Some opening thoughts to "The Tranny Chaser Dialogues"...
This is not a fetish this is my life. I will try to understand you. Will you try to understand me?
The transcommunity is my community and I am not seeking permission to be a part of it. Just trying to explain myself and start an important conversation.
My first female-to-male lover (Logan) told me last night that using the label tranny chaser as an alias on the INTRAA website was a mistake. This echoed conversations that I had throughout the day with other transmen who I am friends with. They were all very supportive but had concerns that ranged from strategic political issues to fears of me misrepresenting myself to just being a plain creepy label.
So while I was talking to Logan last night about this an old sick feeling settled into my stomach. Not having a language to describe who I am, who I love, and who I am primarily attracted to doesn’t sit well with my social scientist desire to label things. I tried to explain it to him using a conversation we had together a long time ago about his sense of frustration with the absence of visual or written pornography that portrays his body or his desires in an authentic way.

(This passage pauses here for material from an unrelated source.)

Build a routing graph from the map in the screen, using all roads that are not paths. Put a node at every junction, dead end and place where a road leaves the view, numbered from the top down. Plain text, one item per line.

Something clicked and we had a very important conversation about objectification, desire, and language.
We talked about the fact that the label seems to make my attraction about transmen’s bodies. That seems to make everyone uncomfortable. Well, the truth is attraction is about more than bodies and we all know that. However, that said I am attracted to transmen’s bodies. Not all transmen’s bodies but the people in my life that I have been the most physically attracted to have been transmen. I wonder if that’s objectification? I wonder why its okay for my transmale lovers to be attracted to me based on my height or other parts of my appearance but I can’t be attracted to them based on their appearance?

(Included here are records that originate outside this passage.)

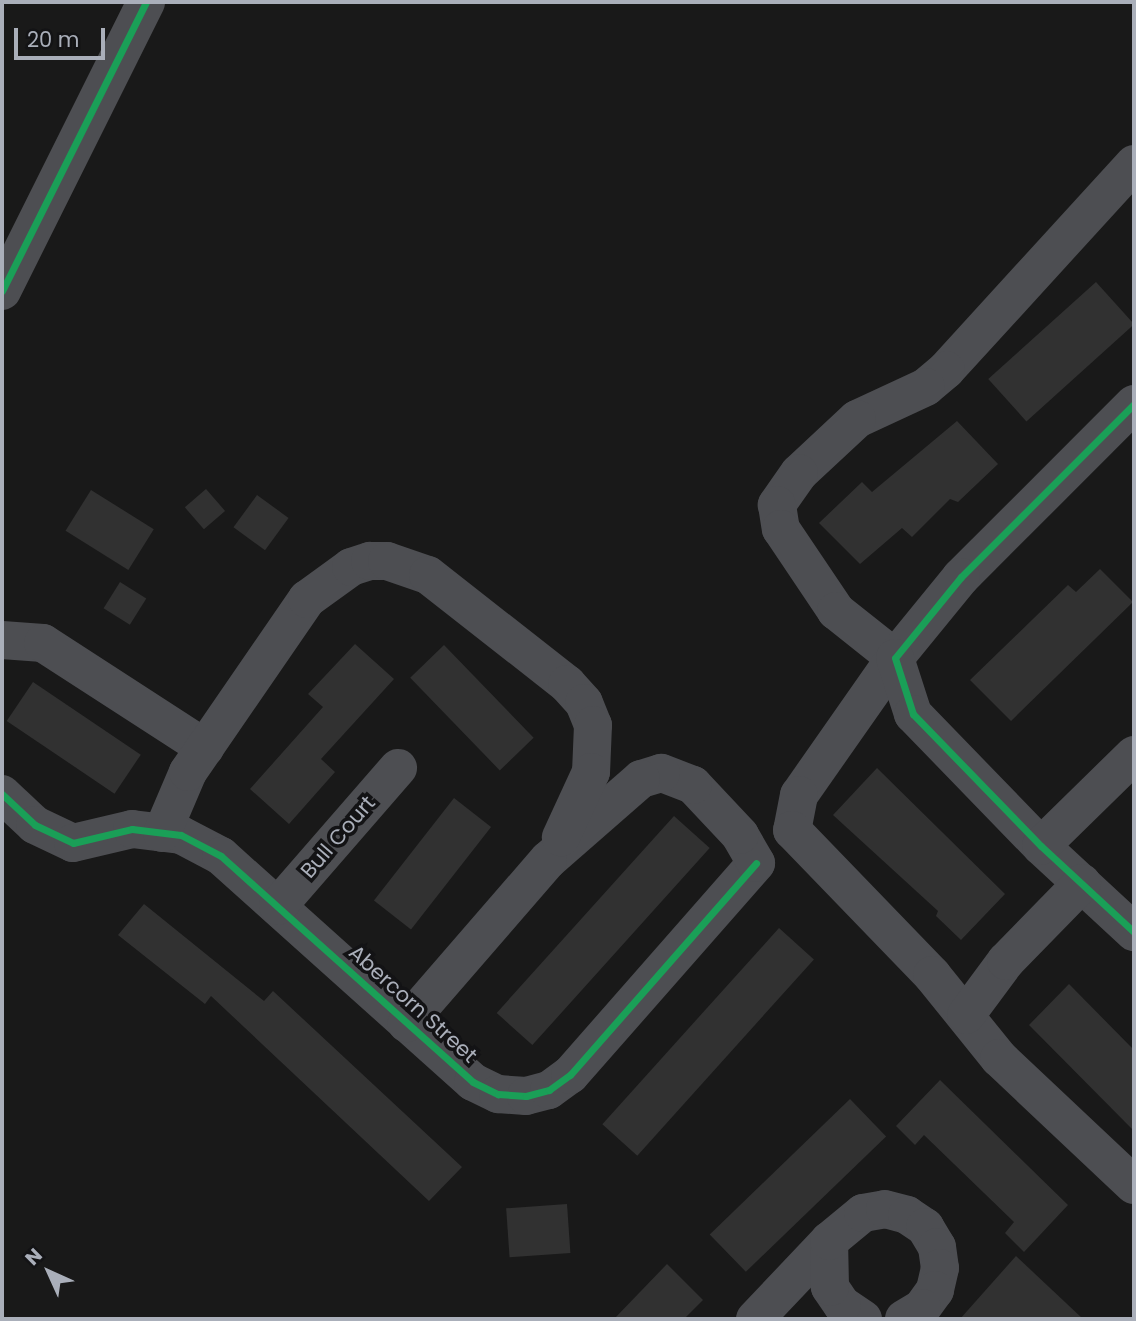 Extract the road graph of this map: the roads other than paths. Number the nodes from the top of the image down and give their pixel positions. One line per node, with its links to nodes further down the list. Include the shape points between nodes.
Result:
1 (146, 2): 3 (street)
2 (1134, 164): 6 (street, via 946,370 926,387 857,419 799,473 777,505 781,529 836,611)
3 (2, 291)
4 (1134, 404): 6 (street, via 961,577)
5 (2, 640): 7 (street, via 43,643)
6 (895, 658): 12 (street, via 913,714); 17 (street, via 799,795 792,830)
7 (205, 748): 11 (street, via 188,772); 13 (street, via 307,599 351,566 387,561 428,575 567,684 584,703 593,725 591,772)
8 (1134, 755): 12 (street)
9 (398, 768): 15 (street, Bull Court)
10 (2, 793): 11 (street, Abercorn Street, via 35,825 72,843 132,830)
11 (162, 834): 15 (street, Abercorn Street, via 181,835 221,856)
12 (1041, 846): 14 (street)
13 (548, 860): 18 (street); 18 (street, Abercorn Street, via 641,779 661,773 693,785 740,835 756,863 570,1075 549,1090 526,1096 498,1094 473,1082)
14 (1082, 883): 16 (street); 17 (street, via 1006,961)
15 (278, 906): 18 (street, Abercorn Street)
16 (1134, 932)
17 (966, 1016): 19 (street, via 999,1058)
18 (407, 1023)
19 (1134, 1185)
20 (829, 1241): 21 (street); 22 (street, via 830,1287 842,1305); 23 (street, via 863,1213 885,1209 907,1215 925,1227 937,1247 940,1268 929,1299)
21 (755, 1319)
22 (863, 1319)
23 (904, 1319)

I don’t buy it. Transmen are sexy and I think it is important that those of us who are attracted to them be honest about it.

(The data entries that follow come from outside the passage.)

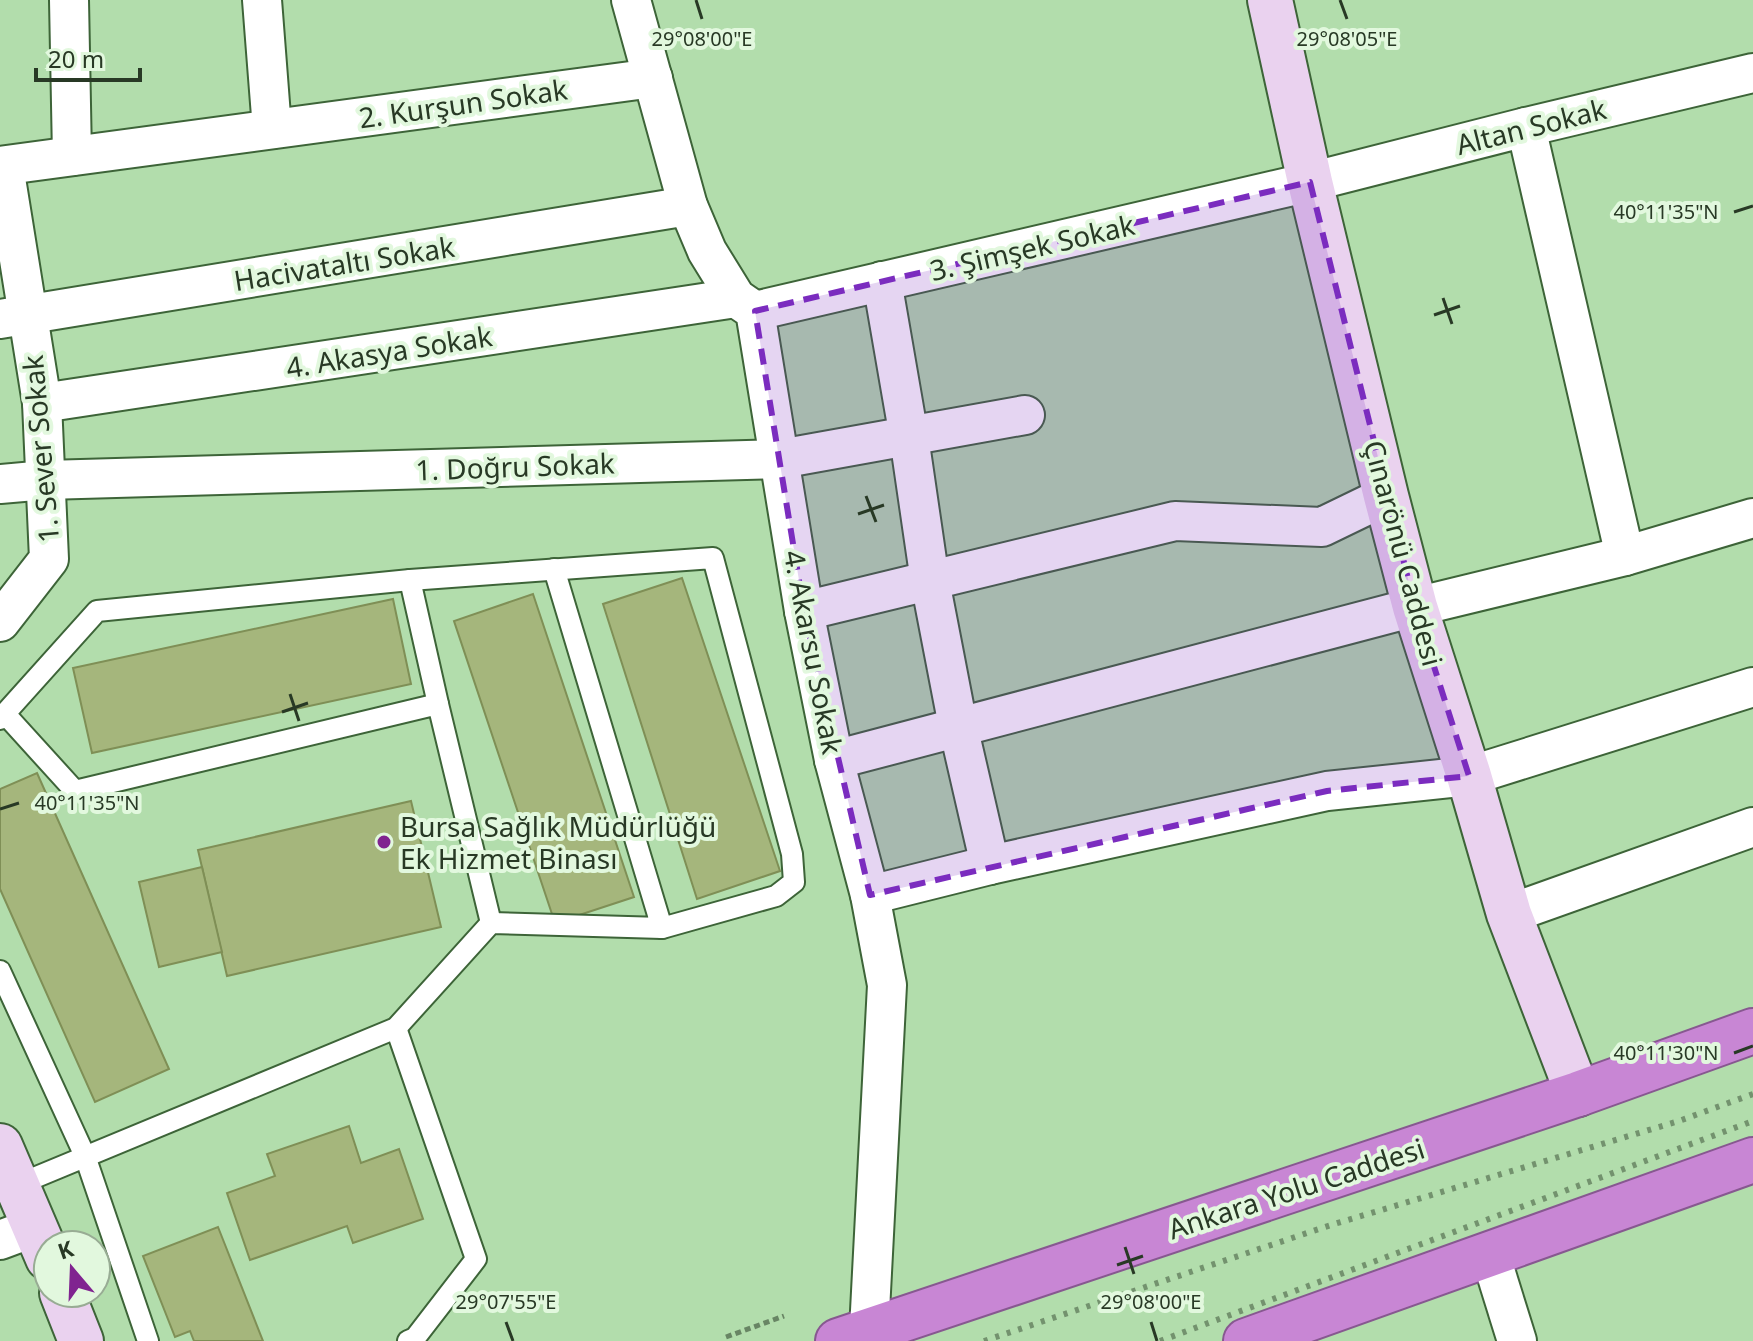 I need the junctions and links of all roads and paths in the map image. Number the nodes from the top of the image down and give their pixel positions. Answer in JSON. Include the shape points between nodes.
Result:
{"nodes":[{"id":1,"x":69,"y":0,"type":"edge"},
{"id":2,"x":262,"y":0,"type":"edge"},
{"id":3,"x":631,"y":0,"type":"edge"},
{"id":4,"x":1270,"y":0,"type":"edge"},
{"id":5,"x":1753,"y":73,"type":"edge"},
{"id":6,"x":653,"y":78,"type":"junction"},
{"id":7,"x":1526,"y":127,"type":"junction"},
{"id":8,"x":272,"y":129,"type":"junction"},
{"id":9,"x":72,"y":156,"type":"junction"},
{"id":10,"x":2,"y":166,"type":"edge"},
{"id":11,"x":1310,"y":182,"type":"junction"},
{"id":12,"x":688,"y":206,"type":"junction"},
{"id":13,"x":882,"y":281,"type":"junction"},
{"id":14,"x":745,"y":304,"type":"junction"},
{"id":15,"x":14,"y":317,"type":"edge"},
{"id":16,"x":42,"y":403,"type":"junction"},
{"id":17,"x":1025,"y":415,"type":"dead end"},
{"id":18,"x":909,"y":437,"type":"junction"},
{"id":19,"x":780,"y":459,"type":"junction"},
{"id":20,"x":46,"y":480,"type":"junction"},
{"id":21,"x":0,"y":484,"type":"edge"},
{"id":22,"x":1386,"y":496,"type":"junction"},
{"id":23,"x":1753,"y":518,"type":"edge"},
{"id":24,"x":1625,"y":556,"type":"junction"},
{"id":25,"x":554,"y":569,"type":"junction"},
{"id":26,"x":410,"y":580,"type":"junction"},
{"id":27,"x":930,"y":581,"type":"junction"},
{"id":28,"x":1415,"y":607,"type":"junction"},
{"id":29,"x":804,"y":611,"type":"junction"},
{"id":30,"x":0,"y":622,"type":"edge"},
{"id":31,"x":1753,"y":687,"type":"edge"},
{"id":32,"x":438,"y":704,"type":"junction"},
{"id":33,"x":3,"y":716,"type":"edge"},
{"id":34,"x":958,"y":726,"type":"junction"},
{"id":35,"x":834,"y":760,"type":"junction"},
{"id":36,"x":1469,"y":776,"type":"junction"},
{"id":37,"x":1753,"y":827,"type":"edge"},
{"id":38,"x":990,"y":865,"type":"junction"},
{"id":39,"x":870,"y":895,"type":"junction"},
{"id":40,"x":1509,"y":914,"type":"junction"},
{"id":41,"x":491,"y":923,"type":"junction"},
{"id":42,"x":662,"y":928,"type":"junction"},
{"id":43,"x":0,"y":971,"type":"edge"},
{"id":44,"x":396,"y":1028,"type":"junction"},
{"id":45,"x":1753,"y":1031,"type":"edge"},
{"id":46,"x":1578,"y":1094,"type":"junction"},
{"id":47,"x":85,"y":1156,"type":"junction"},
{"id":48,"x":1753,"y":1160,"type":"edge"},
{"id":49,"x":8,"y":1166,"type":"edge"},
{"id":50,"x":28,"y":1242,"type":"edge"},
{"id":51,"x":1490,"y":1254,"type":"junction"},
{"id":52,"x":68,"y":1309,"type":"edge"},
{"id":53,"x":784,"y":1316,"type":"dead end"},
{"id":54,"x":854,"y":1336,"type":"edge"},
{"id":55,"x":726,"y":1337,"type":"dead end"},
{"id":56,"x":81,"y":1341,"type":"edge"},
{"id":57,"x":148,"y":1341,"type":"edge"},
{"id":58,"x":408,"y":1341,"type":"edge"},
{"id":59,"x":1246,"y":1341,"type":"edge"},
{"id":60,"x":1517,"y":1341,"type":"edge"}],
"edges":[{"from":1,"to":9,"type":"street"},
{"from":2,"to":8,"type":"street"},
{"from":3,"to":6,"type":"street","name":"4. Akarsu Sokak"},
{"from":4,"to":11,"type":"main road","name":"Çınarönü Caddesi"},
{"from":5,"to":7,"type":"street","name":"Altan Sokak"},
{"from":6,"to":8,"type":"street","name":"2. Kurşun Sokak"},
{"from":6,"to":12,"type":"street","name":"4. Akarsu Sokak"},
{"from":7,"to":11,"type":"street","name":"Altan Sokak"},
{"from":7,"to":24,"type":"street"},
{"from":8,"to":9,"type":"street","name":"2. Kurşun Sokak"},
{"from":9,"to":10,"type":"street","name":"2. Kurşun Sokak"},
{"from":10,"to":15,"type":"street","name":"1. Sever Sokak"},
{"from":11,"to":13,"type":"street","name":"3. Şimşek Sokak"},
{"from":11,"to":22,"type":"main road","name":"Çınarönü Caddesi"},
{"from":12,"to":14,"type":"street","name":"4. Akarsu Sokak","via":[[707,251]]},
{"from":12,"to":15,"type":"street","name":"Hacivataltı Sokak"},
{"from":13,"to":14,"type":"street","name":"3. Şimşek Sokak"},
{"from":13,"to":18,"type":"street"},
{"from":14,"to":16,"type":"street","name":"4. Akasya Sokak"},
{"from":14,"to":19,"type":"street","name":"4. Akarsu Sokak"},
{"from":15,"to":16,"type":"street","name":"1. Sever Sokak"},
{"from":16,"to":20,"type":"street","name":"1. Sever Sokak"},
{"from":17,"to":18,"type":"street","name":"1. Doğru Sokak"},
{"from":18,"to":19,"type":"street","name":"1. Doğru Sokak"},
{"from":18,"to":27,"type":"street"},
{"from":19,"to":20,"type":"street","name":"1. Doğru Sokak"},
{"from":19,"to":29,"type":"street","name":"4. Akarsu Sokak"},
{"from":20,"to":21,"type":"street","name":"1. Doğru Sokak"},
{"from":20,"to":30,"type":"street","name":"1. Sever Sokak","via":[[49,559]]},
{"from":22,"to":27,"type":"street","via":[[1322,527],[1175,521]]},
{"from":22,"to":28,"type":"main road","name":"Çınarönü Caddesi"},
{"from":23,"to":24,"type":"street"},
{"from":24,"to":28,"type":"street"},
{"from":25,"to":26,"type":"lane"},
{"from":25,"to":42,"type":"lane"},
{"from":25,"to":42,"type":"lane","via":[[713,558],[792,854],[794,882],[776,896]]},
{"from":26,"to":32,"type":"lane"},
{"from":26,"to":33,"type":"lane","via":[[97,611]]},
{"from":27,"to":29,"type":"street"},
{"from":27,"to":34,"type":"street"},
{"from":28,"to":34,"type":"street"},
{"from":28,"to":36,"type":"main road","name":"Çınarönü Caddesi"},
{"from":29,"to":35,"type":"street","name":"4. Akarsu Sokak"},
{"from":31,"to":36,"type":"street"},
{"from":32,"to":33,"type":"lane","via":[[75,791]]},
{"from":32,"to":41,"type":"lane"},
{"from":34,"to":35,"type":"street"},
{"from":34,"to":38,"type":"street"},
{"from":35,"to":39,"type":"street","name":"4. Akarsu Sokak"},
{"from":36,"to":38,"type":"street","via":[[1327,791]]},
{"from":36,"to":40,"type":"main road","name":"Çınarönü Caddesi"},
{"from":37,"to":40,"type":"street"},
{"from":38,"to":39,"type":"street"},
{"from":39,"to":54,"type":"street","name":"4. Akarsu Sokak","via":[[887,985]]},
{"from":40,"to":46,"type":"main road","name":"Çınarönü Caddesi"},
{"from":41,"to":42,"type":"lane"},
{"from":41,"to":44,"type":"lane"},
{"from":43,"to":47,"type":"lane"},
{"from":44,"to":47,"type":"lane"},
{"from":44,"to":58,"type":"lane","via":[[476,1259]]},
{"from":45,"to":46,"type":"highway","name":"Ankara Yolu Caddesi"},
{"from":46,"to":54,"type":"highway","name":"Ankara Yolu Caddesi"},
{"from":47,"to":49,"type":"lane"},
{"from":47,"to":57,"type":"lane"},
{"from":48,"to":51,"type":"highway"},
{"from":49,"to":50,"type":"main road"},
{"from":51,"to":59,"type":"highway"},
{"from":51,"to":60,"type":"street"},
{"from":52,"to":56,"type":"main road"},
{"from":53,"to":55,"type":"path"}]}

I am a tranny chaser. Don’t get me wrong, I have had sex with more than one biological gay boy and it can be fun. It just happens to not be my primary attraction. If you met me or know me you probably think I act like a normal gay guy. Well, that’s because in most ways I am. I am attracted to queer masculinity. I don’t understand myself as outside the transcommunity or even an ally to the transcommunity.
So I am choosing tranny chaser to describe myself – to name my desire.